7 Geishas are like high priced hookers only they don’t have sex or maybe they do.
Didn’t see any; certainly didn’t hire one. It seems like it might be a dying profession; it’s difficult to learn – apprenticeships are still a thing in Japan. I saw a lot of Japanese tourists dressed like geisha, and it definitely wasn’t as “hot geisha.” What makes foreign travel so great is encountering traditions, words, habits that don’t translate. Geisha seem to be kinda sorta like rarified bar hostesses. If sex is involved, it would probably be by mutual agreement and non-transactional. I don’t know. Hey, why are you so obsessed with sex? Drop it.
8 They eat every disgusting fishy thing there is.
Depends on how you define “disgusting.” American fish-eating is very bland: white fish, shrimp, maybe go crazy and eat an oyster. Japan, remember is an island about the size of California, with a jagged coastline. Fishy things are more prevalent than furry things. (Someone told me the Big Macs taste fishy, but I always thought that was kinda true.) And, yes, it seems the Japanese regularly eat every sea being they can get their hands on
I admit that some of the mysterious creatures I ate had weird mouth vibes, but that’s true of anything unfamiliar. If you ate the cooked ovii of reptilian descendants you might be freaked out. Except that you do, every day for breakfast. Context, my friend, context.
9 They are crazy for all things technological.
Seems true, but aren’t we all? How often do YOU change your phone/computer/socks/haircut/spouse? Actually, the Japanese seem to have achieved a balance between the newest new and the revered old. In America, we battle over “developing” old buildings, homes, battle sites. It’s “more practical” to tear it down and put up some (usually) lesser structure. In Japan, after 100 years or so, they seem to cherish the old stuff – even rebuild it when it falls or burns down. Same for old artifacts; swords, pottery, clothing, masks, people.
Techno-mania is taken to the inth degree there; most mania are. But the have fun with it. “Chindogu” is the hobby of making useless inventions, like a butter grater, or a square watermelon. My favorite obsessive is Tatsuya Tanakawho uses tiny people in conjunction with everyday objects to make witty comments about Life Today.
10 Though the trains run on time, they literally smash people into overcrowded train cars.

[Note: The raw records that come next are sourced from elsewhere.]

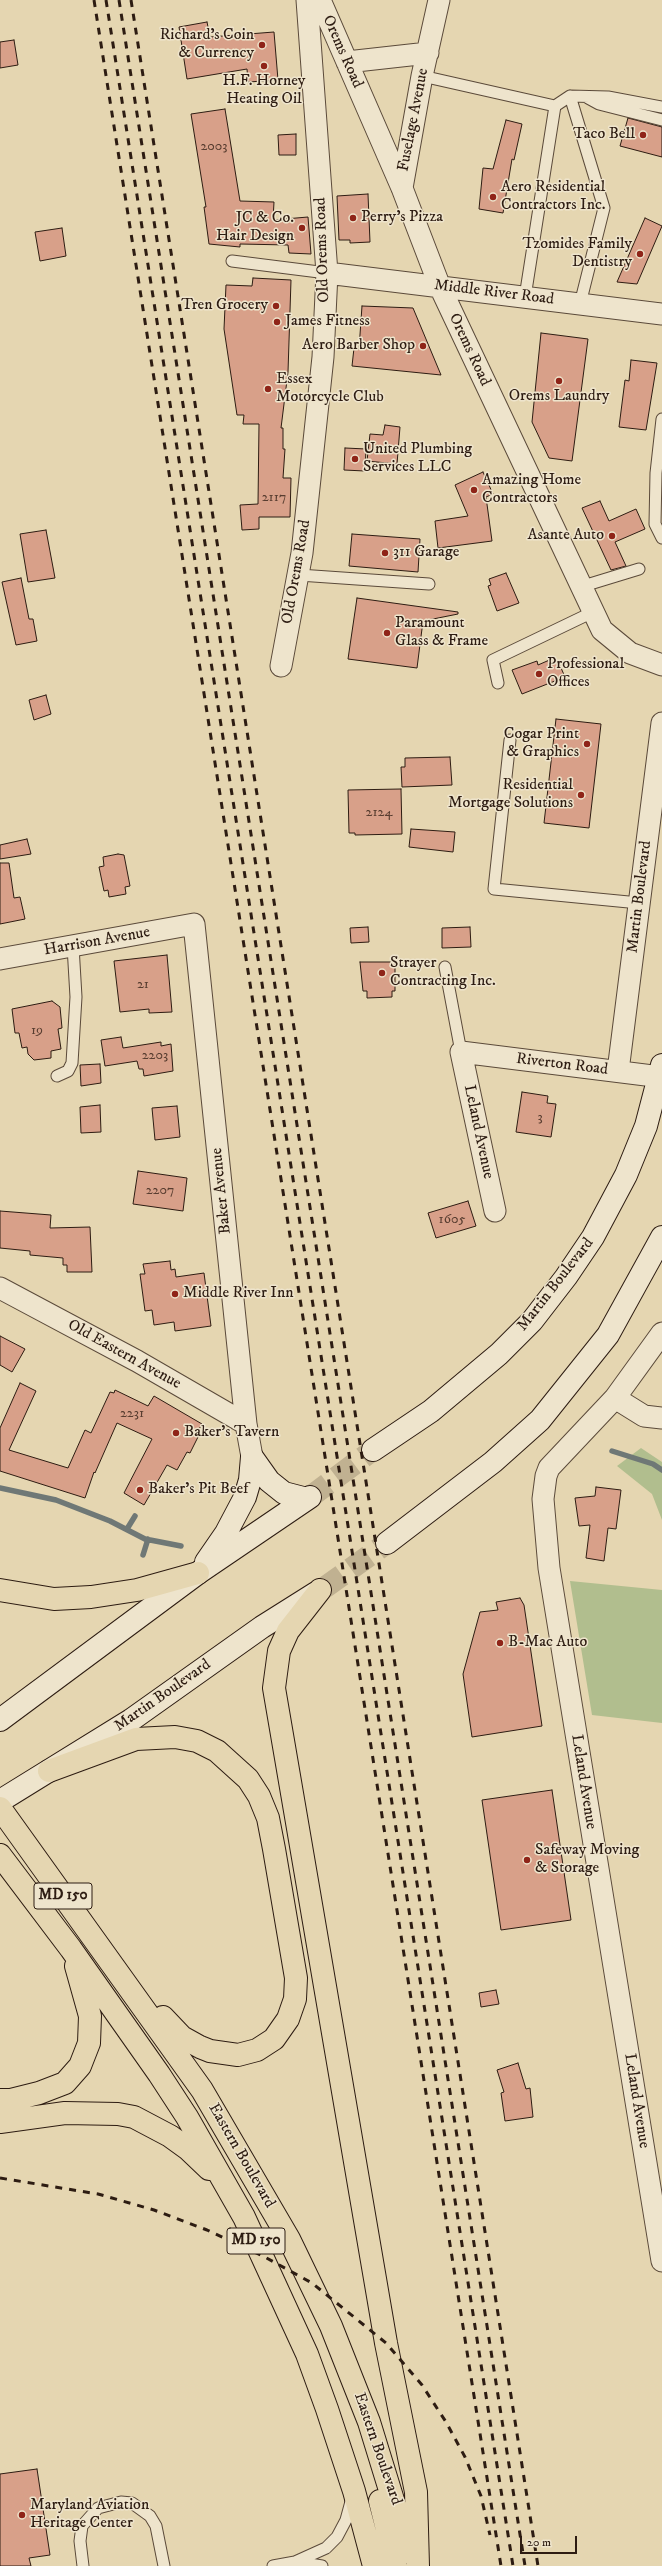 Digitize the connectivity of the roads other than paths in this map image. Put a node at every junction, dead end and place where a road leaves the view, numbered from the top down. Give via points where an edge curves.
1 (307, 0) edge
2 (320, 0) edge
3 (439, 0) edge
4 (428, 53) junction
5 (347, 62) junction
6 (422, 76) junction
7 (570, 96) junction
8 (585, 96) junction
9 (555, 106) junction
10 (662, 107) edge
11 (662, 120) edge
12 (402, 188) junction
13 (232, 261) dead end
14 (327, 273) junction
15 (440, 286) junction
16 (525, 297) junction
17 (580, 304) junction
18 (662, 314) edge
19 (662, 419) edge
20 (662, 538) edge
21 (639, 569) dead end
22 (298, 575) junction
23 (429, 584) dead end
24 (580, 587) junction
25 (593, 612) junction
26 (662, 665) edge
27 (281, 666) dead end
28 (498, 683) dead end
29 (662, 723) edge
30 (510, 740) dead end
31 (639, 903) junction
32 (194, 924) joint
33 (73, 946) junction
34 (0, 959) edge
35 (445, 967) dead end
36 (461, 1052) junction
37 (618, 1072) junction
38 (661, 1073) edge
39 (57, 1076) dead end
40 (495, 1211) dead end
41 (662, 1237) edge
42 (0, 1288) edge
43 (662, 1333) edge
44 (615, 1398) junction
45 (662, 1418) edge
46 (246, 1424) junction
47 (373, 1450) tunnel mouth
48 (252, 1457) junction
49 (388, 1543) tunnel mouth
50 (198, 1573) junction
51 (0, 1590) edge
52 (0, 1720) edge
53 (49, 1771) junction
54 (0, 1801) edge
55 (6, 1816) edge
56 (0, 1856) edge
57 (71, 1949) junction
58 (115, 1967) junction
59 (0, 2100) edge
60 (0, 2122) edge
61 (228, 2188) junction
62 (662, 2261) edge
63 (349, 2371) junction
64 (354, 2491) junction
65 (295, 2562) junction
66 (83, 2566) edge
67 (164, 2566) edge
68 (274, 2566) edge
69 (322, 2566) edge
70 (374, 2566) edge
71 (396, 2566) edge
72 (412, 2566) edge
73 (418, 2566) edge

1 - 14 street, Old Orems Road
2 - 5 street, Orems Road
3 - 4 street, Fuselage Avenue
4 - 5 street, Fuselage Avenue
4 - 6 street, Fuselage Avenue
5 - 12 street, Orems Road
6 - 9 lane
6 - 12 street, Fuselage Avenue
7 - 8 lane
7 - 9 lane
7 - 17 lane via 604,208
8 - 10 lane via 608,97
8 - 11 lane via 599,104
9 - 16 lane
12 - 15 street, Orems Road
13 - 14 lane
14 - 15 street, Middle River Road
14 - 22 street, Old Orems Road via 322,364
15 - 16 street, Middle River Road
15 - 24 street, Orems Road
16 - 17 street, Middle River Road
17 - 18 street, Middle River Road
19 - 20 lane via 656,473 655,524
21 - 24 lane
22 - 23 lane
22 - 27 street, Old Orems Road
24 - 25 street, Orems Road
25 - 26 street, Orems Road via 602,630 618,644 630,652
25 - 28 lane via 493,660
29 - 31 street, Martin Boulevard
30 - 31 lane via 494,890
31 - 37 street, Martin Boulevard
32 - 33 street, Harrison Avenue
32 - 46 street, Baker Avenue
33 - 34 street, Harrison Avenue
33 - 39 lane via 76,997 72,1063 68,1071
35 - 36 lane
36 - 37 street, Riverton Road
36 - 40 street, Leland Avenue
37 - 38 street, Riverton Road
38 - 47 main road, Martin Boulevard via 646,1126 626,1175 593,1238 566,1277 532,1321 499,1354 431,1411
41 - 49 main road via 608,1335 540,1420 499,1457
42 - 46 street, Old Eastern Avenue via 137,1361
43 - 44 street, Leland Avenue
44 - 45 street via 644,1416
44 - 62 street, Leland Avenue via 550,1468 546,1476 543,1499 550,1575
46 - 48 street, Baker Avenue
48 - 50 main road via 245,1497 226,1533
48 - 50 main road via 269,1481 284,1493 308,1498
50 - 51 main road via 137,1590 91,1597 54,1599
50 - 52 main road
53 - 54 main road, Martin Boulevard
53 - 58 main road via 136,1739 175,1737 198,1741 217,1751 248,1779 259,1796 268,1818 296,1978 295,1999 288,2019 274,2039 257,2050 238,2055 200,2047 182,2037
53 - 73 main road, Martin Boulevard via 130,1720 262,1627 322,1589 288,1631 279,1651 274,1688 386,2343 416,2492
55 - 58 main road, Eastern Boulevard / MD 150
56 - 57 main road, Eastern Boulevard / MD 150
57 - 59 main road via 90,2016 89,2043 80,2066 65,2083 39,2093
57 - 61 main road, Eastern Boulevard / MD 150 via 159,2074
58 - 63 main road, Eastern Boulevard / MD 150 via 202,2090 257,2182 312,2283
60 - 61 main road via 65,2113 118,2114 134,2117 157,2128 188,2149
61 - 64 main road, Eastern Boulevard / MD 150 via 263,2256 306,2354
63 - 71 main road via 354,2420 384,2515
63 - 72 main road, Eastern Boulevard / MD 150 via 388,2476
64 - 65 lane via 346,2520 337,2537 326,2548
64 - 70 main road, Eastern Boulevard / MD 150
65 - 68 lane
65 - 69 lane
66 - 67 lane via 80,2540 82,2526 98,2508 121,2502 132,2503 150,2516 156,2526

I’ve seen those videos, though I didn’t see it in person. Rush hour trains were crowded, but not like a New York subway or Paris Metro. And people turn into themselves, reading, playing phone video. Loud talking is frowned upon; loud music non-existent. The conductors bow upon entering and leaving a car. Train platform workers and ground crews at the airport also bow as the transport arrives and leaves. Weird? Perfunctory? Sure, maybe, but I’ll take politeness and respect any way I can get it.
The Takeaway
I’ve always had a hunger to experience the actuality of Japan. Drawn to the Japanese minimalist aesthetic, the balance of fierceness and delicateness, the foreign-ness, I was also wary of the language barrier and the same foreign-ness I was drawn to. All that was swept away in the reality of Japan. People were polite, smiling, generous; cities were clean, safe, and well-run. There are still pockets of ancient Japan that are preserved and revered by the natives. Most tourists in Japan are Japanese.
I came back determined to be cleaner, more polite, more generous. Obviously, I had a shallow experience on this, my first visit: but I’ll be back. I want more. If you truly want to know the World, you have to get out and see it, face to face, no mediating barrier. Do it while there’s still time.